目的建立超高效液相色谱（UPLC）法测定三七中人参皂苷Rg1、人参皂苷Rb1和三七皂苷R1的含量。方法采用ACQUITY BEH C18（2.1 mm×50 mm,1.7μm）色谱柱;流动相为乙腈-水,梯度洗脱;流速为0.4 mL·min^-1;检测波长为203 nm;柱温为35℃;进样体积为2μL。结果三七中人参皂苷Rg1、人参皂苷Rb1和三七皂苷R1分别在0.116 8～1.168μg、0.123 6～1.236μg、0.030 0～0.300μg范围内与相应峰面积呈良好线性关系,平均加样回收率分别为100.1%、99.3%、99.9%,RSD值分别为0.4%、0.6%、1.0%（n=6）。结论较之HPLC法,UPLC法在不影响分离效果的情况下可大大提高三七中三七皂苷R1、人参皂苷Rg1、人参皂苷Rb1的分析速度,改善分析效果;同时可减少溶剂的消耗。
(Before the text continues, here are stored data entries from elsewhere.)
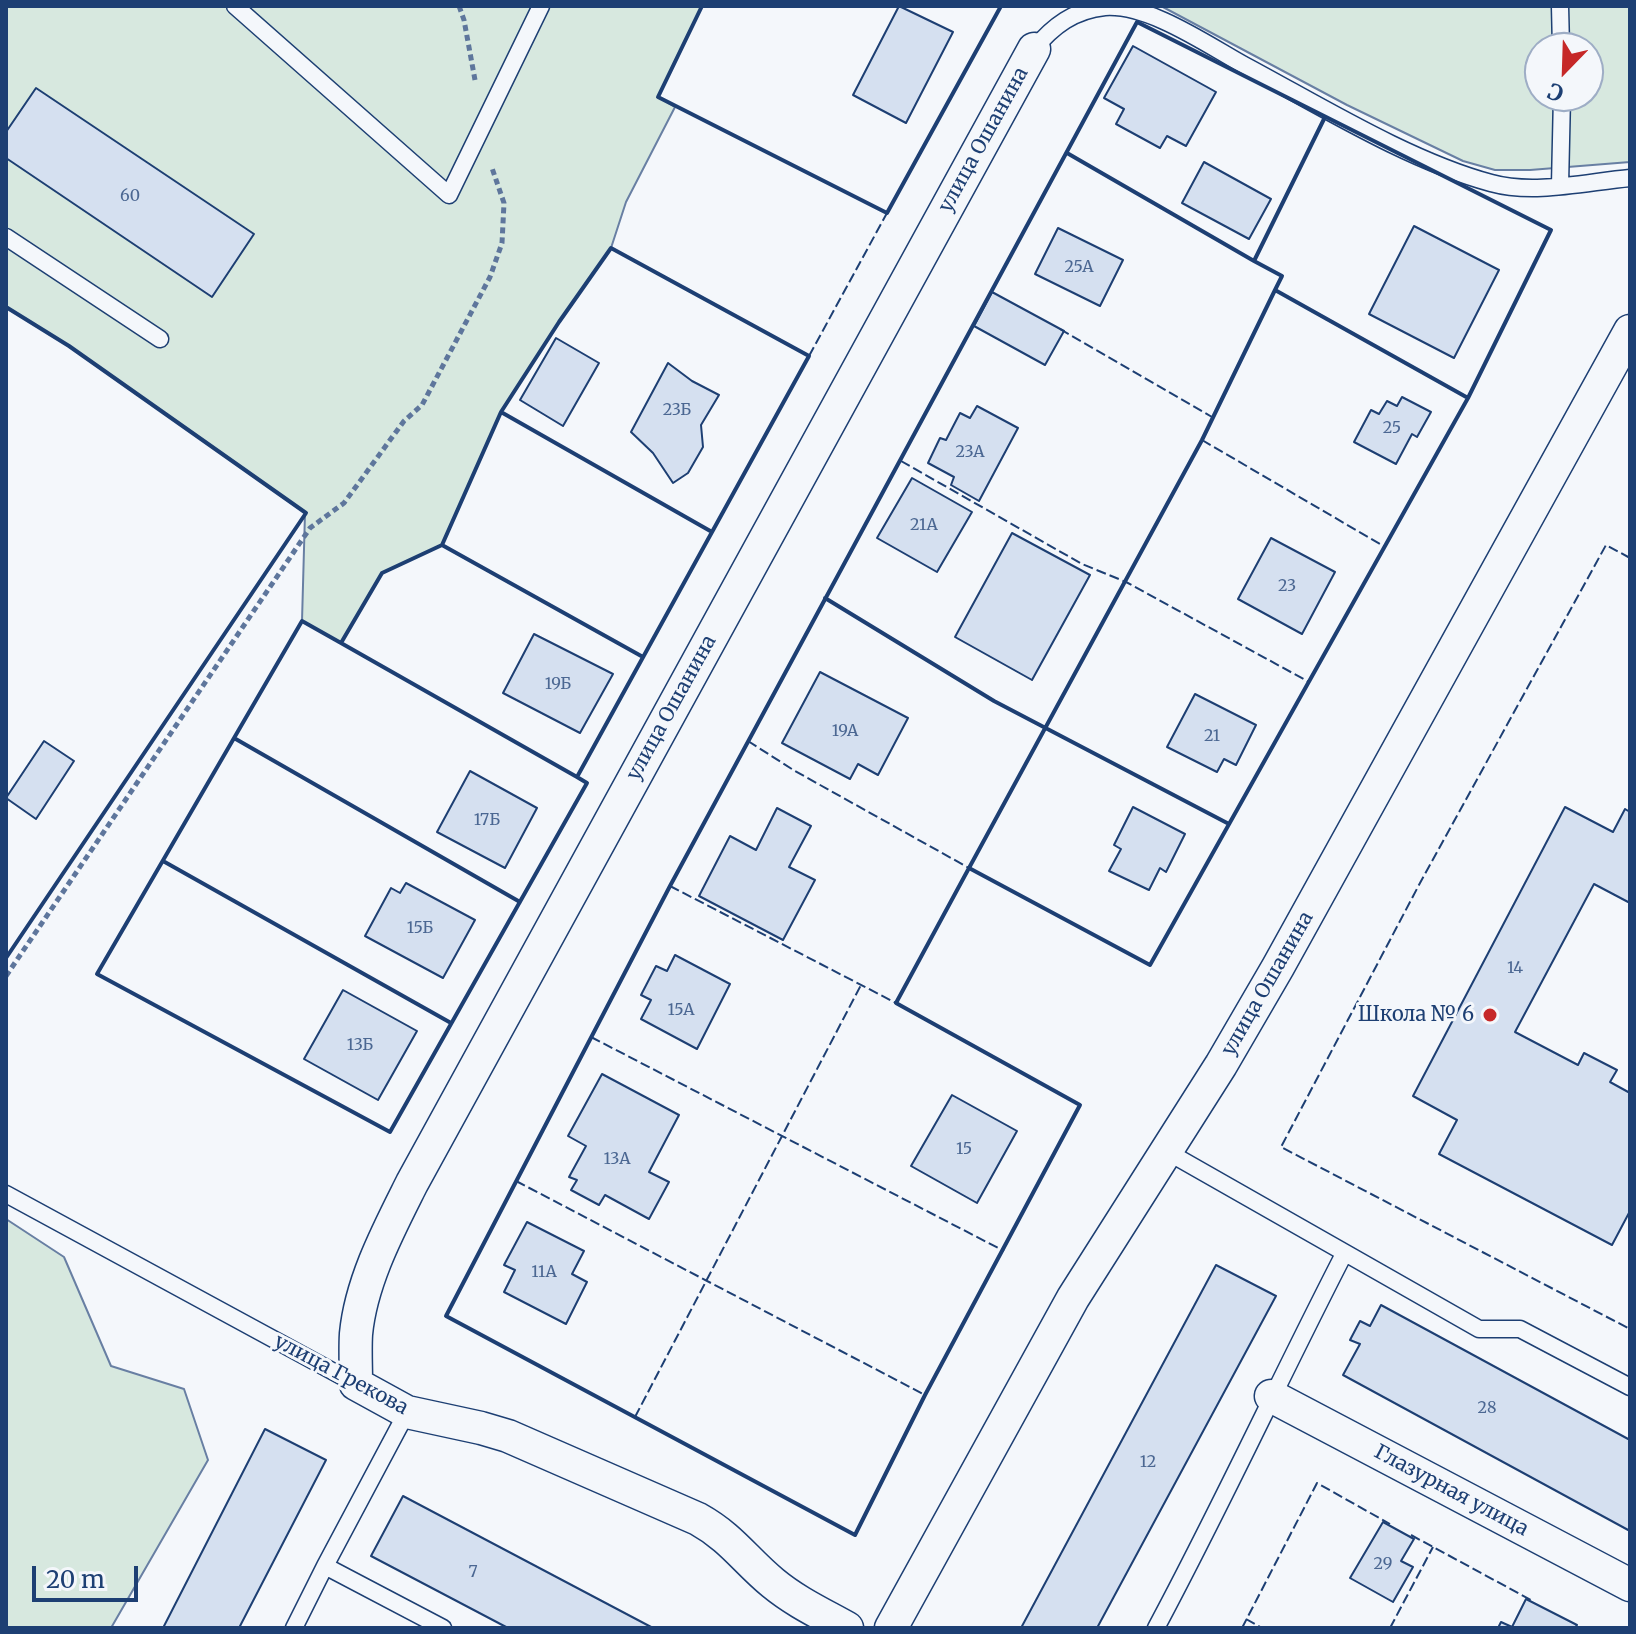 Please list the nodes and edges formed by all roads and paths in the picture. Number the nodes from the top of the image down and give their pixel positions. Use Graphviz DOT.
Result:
graph roads {
  1 [pos="235,6"];
  2 [pos="459,6"];
  3 [pos="541,6"];
  4 [pos="1560,6"];
  5 [pos="1561,32"];
  6 [pos="1034,49"];
  7 [pos="475,83"];
  8 [pos="1562,112"];
  9 [pos="488,157"];
  10 [pos="1630,178"];
  11 [pos="1560,185"];
  12 [pos="6,237"];
  13 [pos="1630,331"];
  14 [pos="160,339"];
  15 [pos="6,976"];
  16 [pos="1166,1151"];
  17 [pos="6,1194"];
  18 [pos="1344,1254"];
  19 [pos="356,1384"];
  20 [pos="1630,1387"];
  21 [pos="1271,1396"];
  22 [pos="407,1412"];
  23 [pos="325,1566"];
  24 [pos="1630,1585"];
  25 [pos="294,1628"];
  26 [pos="443,1628"];
  27 [pos="847,1628"];
  28 [pos="891,1628"];
  29 [pos="1156,1628"];
  1 -- 3 [label="lane"];
  2 -- 7 [label="path"];
  4 -- 5 [label="lane"];
  6 -- 11 [label="lane"];
  6 -- 19 [label="street, улица Ошанина"];
  8 -- 11 [label="lane"];
  9 -- 15 [label="path"];
  10 -- 11 [label="lane"];
  12 -- 14 [label="lane"];
  13 -- 16 [label="street, улица Ошанина"];
  16 -- 18 [label="lane"];
  16 -- 28 [label="street, улица Ошанина"];
  17 -- 19 [label="lane, улица Грекова"];
  18 -- 20 [label="lane"];
  18 -- 21 [label="lane"];
  19 -- 22 [label="street, улица Грекова"];
  21 -- 24 [label="street, Глазурная улица"];
  21 -- 29 [label="lane"];
  22 -- 23 [label="lane"];
  22 -- 27 [label="street, улица Грекова"];
  23 -- 25 [label="lane"];
  23 -- 26 [label="lane"];
}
UPLC法可作为替代传统HPLC法的一种更为方便、快捷、可靠的方法。

UPLC determination of ginsenoside Rg_1,ginsenoside Rb_1 and notoginsenoside R_1 in Panax Notoginseng

Objective To establish the quantitative method of ginsenoside Rg1,ginsenoside Rb1 and notoginsenoside R1 in Panax Notoginseng by ultra performance liquid chromatography（UPLC）.Methods This assay was performed on ACQUITY BEH C18（2.1 mm × 50 mm,1.7 μm） column with acetonitrile-water as mobile phase in gradient elution at a flow rate of 0.4 mL·min^-1And the detection wavelength was 203 nm.The column temperature was 35 ℃.The injection volume was 2 μL.Results Ginsenoside Rg1,Rb1 and notoginsenoside R1 in Panax Notoginseng had good linearity within the range of 0.116 8-1.168,0.123 6-1.236,0.030 0-0.300 μg,respectively.And their mean recovery rations were 100.1%,99.3%,99.9%with RSD of 0.4%,0.6%,1.0%（n=6）.Conclusion UPLC method may greatly improve the separation efficiency and analysis speed in the case of notoginsenoside R1,ginsenoside Rg1 and Rb1 in Panax Notoginseng while reducing the solvent consumption.As an alternative of conventional HPLC,UPLC is more convenient,rapid and feasible.